マチャードの詩「僕は夢心地に行く(Yo voy soñando caminos)」のなかに出てくる、人生のたとえとしての「道」は、マチャードの詩に再三登場するテーマです。

詩人は、時の流れにそって人間をとらえようとするとき、その最も適したイメージの一つを「道」に見いだします。

人生は旅。旅人の1人である詩人は「夢心地で」、「うたいつつ」道を行くのです。

詩集『カスティーリャの野』には、スペイン人ならだれもが口ずさめる、ともいわれるマチャードの代名詞的なコプラも組み込まれています。

  道ゆくひとよ きみの足跡こそが
  道なのだ ほかにありはしない
  道ゆくひとよ 道などないのだ
  歩くことで 道はつくられる
  Caminante, son tus huellas
  el camino y nada más;
  caminante, no hay camino,
  se hace camino al andar. 

帰らざるとき、ともいえる永遠のテーマが「道」というイメージのなかで語られています。

ひとたび道を歩いたならば、もはや歩かなかったことにはできません。ふたたび歩き直すこともできないのです。

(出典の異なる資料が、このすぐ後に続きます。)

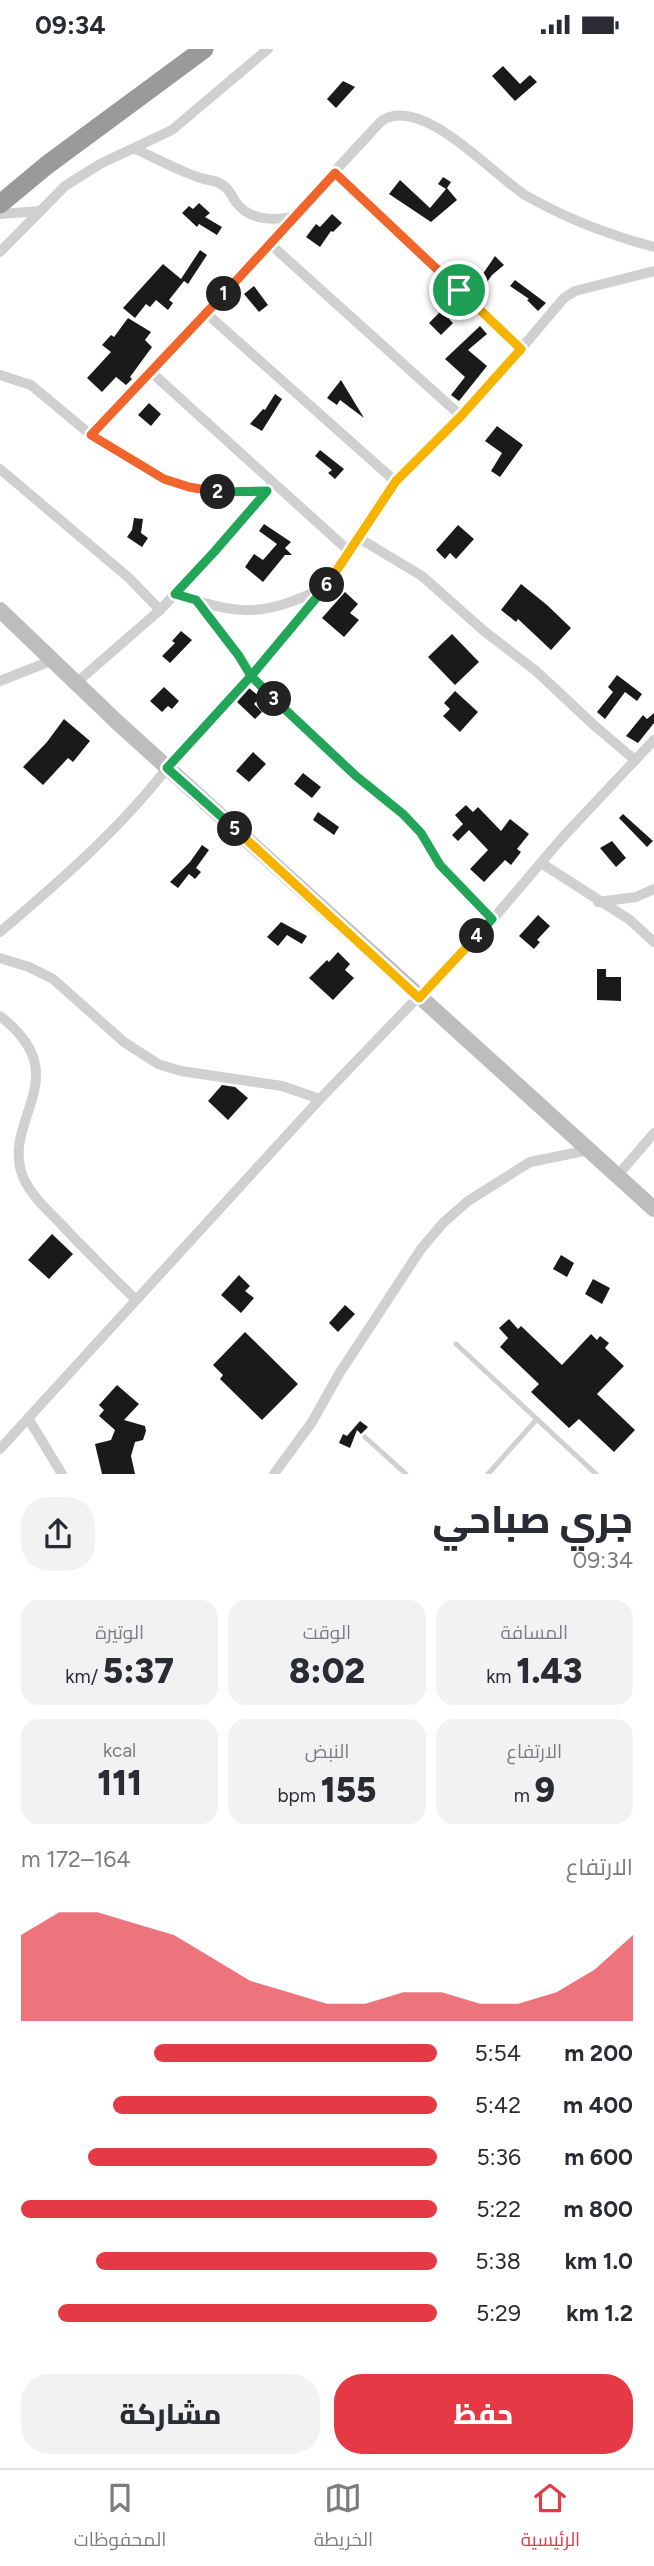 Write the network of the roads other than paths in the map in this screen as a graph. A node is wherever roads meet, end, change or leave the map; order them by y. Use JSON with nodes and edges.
{"nodes":[{"id":1,"x":204,"y":49,"type":"edge"},
{"id":2,"x":268,"y":49,"type":"edge"},
{"id":3,"x":135,"y":149,"type":"junction"},
{"id":4,"x":335,"y":173,"type":"junction"},
{"id":5,"x":0,"y":204,"type":"edge"},
{"id":6,"x":40,"y":211,"type":"junction"},
{"id":7,"x":0,"y":214,"type":"edge"},
{"id":8,"x":295,"y":216,"type":"junction"},
{"id":9,"x":270,"y":244,"type":"junction"},
{"id":10,"x":654,"y":247,"type":"edge"},
{"id":11,"x":0,"y":251,"type":"edge"},
{"id":12,"x":654,"y":271,"type":"edge"},
{"id":13,"x":206,"y":313,"type":"junction"},
{"id":14,"x":521,"y":349,"type":"junction"},
{"id":15,"x":150,"y":372,"type":"junction"},
{"id":16,"x":0,"y":375,"type":"edge"},
{"id":17,"x":461,"y":416,"type":"junction"},
{"id":18,"x":91,"y":435,"type":"junction"},
{"id":19,"x":0,"y":469,"type":"edge"},
{"id":20,"x":396,"y":481,"type":"junction"},
{"id":21,"x":270,"y":487,"type":"junction"},
{"id":22,"x":357,"y":537,"type":"junction"},
{"id":23,"x":349,"y":551,"type":"junction"},
{"id":24,"x":325,"y":587,"type":"junction"},
{"id":25,"x":175,"y":594,"type":"junction"},
{"id":26,"x":196,"y":600,"type":"junction"},
{"id":27,"x":0,"y":610,"type":"edge"},
{"id":28,"x":160,"y":610,"type":"junction"},
{"id":29,"x":53,"y":660,"type":"junction"},
{"id":30,"x":251,"y":676,"type":"junction"},
{"id":31,"x":0,"y":681,"type":"edge"},
{"id":32,"x":76,"y":683,"type":"junction"},
{"id":33,"x":654,"y":740,"type":"edge"},
{"id":34,"x":635,"y":759,"type":"junction"},
{"id":35,"x":167,"y":768,"type":"junction"},
{"id":36,"x":541,"y":863,"type":"junction"},
{"id":37,"x":654,"y":889,"type":"edge"},
{"id":38,"x":598,"y":902,"type":"junction"},
{"id":39,"x":492,"y":919,"type":"junction"},
{"id":40,"x":0,"y":932,"type":"edge"},
{"id":41,"x":654,"y":942,"type":"edge"},
{"id":42,"x":0,"y":958,"type":"edge"},
{"id":43,"x":419,"y":998,"type":"junction"},
{"id":44,"x":0,"y":1016,"type":"edge"},
{"id":45,"x":320,"y":1099,"type":"junction"},
{"id":46,"x":654,"y":1133,"type":"edge"},
{"id":47,"x":589,"y":1150,"type":"junction"},
{"id":48,"x":617,"y":1176,"type":"junction"},
{"id":49,"x":654,"y":1209,"type":"edge"},
{"id":50,"x":135,"y":1299,"type":"junction"},
{"id":51,"x":456,"y":1344,"type":"dead end"},
{"id":52,"x":28,"y":1418,"type":"junction"},
{"id":53,"x":537,"y":1419,"type":"junction"},
{"id":54,"x":365,"y":1437,"type":"dead end"},
{"id":55,"x":0,"y":1449,"type":"edge"},
{"id":56,"x":62,"y":1474,"type":"edge"},
{"id":57,"x":274,"y":1474,"type":"edge"},
{"id":58,"x":406,"y":1474,"type":"edge"},
{"id":59,"x":488,"y":1474,"type":"edge"},
{"id":60,"x":596,"y":1474,"type":"edge"}],
"edges":[{"from":1,"to":5,"type":"highway"},
{"from":2,"to":3,"type":"street"},
{"from":3,"to":6,"type":"street"},
{"from":3,"to":8,"type":"street"},
{"from":4,"to":8,"type":"street"},
{"from":4,"to":10,"type":"street"},
{"from":4,"to":14,"type":"street"},
{"from":6,"to":7,"type":"street"},
{"from":6,"to":11,"type":"street"},
{"from":8,"to":9,"type":"street"},
{"from":9,"to":13,"type":"street"},
{"from":9,"to":17,"type":"street"},
{"from":12,"to":14,"type":"street"},
{"from":13,"to":15,"type":"street"},
{"from":13,"to":20,"type":"street"},
{"from":14,"to":17,"type":"street"},
{"from":15,"to":18,"type":"street"},
{"from":15,"to":21,"type":"street"},
{"from":16,"to":18,"type":"street"},
{"from":17,"to":20,"type":"street"},
{"from":18,"to":21,"type":"street"},
{"from":19,"to":28,"type":"street"},
{"from":20,"to":22,"type":"street"},
{"from":21,"to":23,"type":"street"},
{"from":21,"to":25,"type":"street"},
{"from":22,"to":23,"type":"street"},
{"from":22,"to":34,"type":"street"},
{"from":23,"to":24,"type":"street"},
{"from":24,"to":26,"type":"street"},
{"from":24,"to":30,"type":"street"},
{"from":25,"to":26,"type":"street"},
{"from":25,"to":28,"type":"street"},
{"from":26,"to":30,"type":"street"},
{"from":27,"to":29,"type":"street"},
{"from":28,"to":32,"type":"street"},
{"from":29,"to":31,"type":"street"},
{"from":29,"to":32,"type":"street"},
{"from":30,"to":35,"type":"street"},
{"from":30,"to":39,"type":"street"},
{"from":32,"to":35,"type":"street"},
{"from":33,"to":34,"type":"street"},
{"from":34,"to":36,"type":"street"},
{"from":35,"to":40,"type":"street"},
{"from":35,"to":43,"type":"street"},
{"from":36,"to":38,"type":"street"},
{"from":36,"to":39,"type":"street"},
{"from":37,"to":38,"type":"street"},
{"from":38,"to":41,"type":"street"},
{"from":39,"to":43,"type":"street"},
{"from":42,"to":45,"type":"street"},
{"from":43,"to":45,"type":"street"},
{"from":43,"to":47,"type":"street"},
{"from":44,"to":50,"type":"street"},
{"from":45,"to":50,"type":"street"},
{"from":46,"to":48,"type":"street"},
{"from":47,"to":48,"type":"street"},
{"from":47,"to":57,"type":"street"},
{"from":48,"to":49,"type":"street"},
{"from":50,"to":52,"type":"street"},
{"from":51,"to":53,"type":"lane"},
{"from":52,"to":55,"type":"street"},
{"from":52,"to":56,"type":"street"},
{"from":53,"to":59,"type":"lane"},
{"from":53,"to":60,"type":"lane"},
{"from":54,"to":58,"type":"lane"}]}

道は足跡でしかないのです。歩くことでしか、道をつくることはできません。

「道」は1人の人間の人生を指すだけにとどまらず、いまやすべてを失ってしまったスペインという祖国の歴史にもつながるのでしょう。

もはや「黄金の世紀」にもどることも、歴史をさかのぼって異なる道を歩き直すこともできはしません。

ただ、これからを歩くことによってしか、道を、歴史をつくることはできないのです。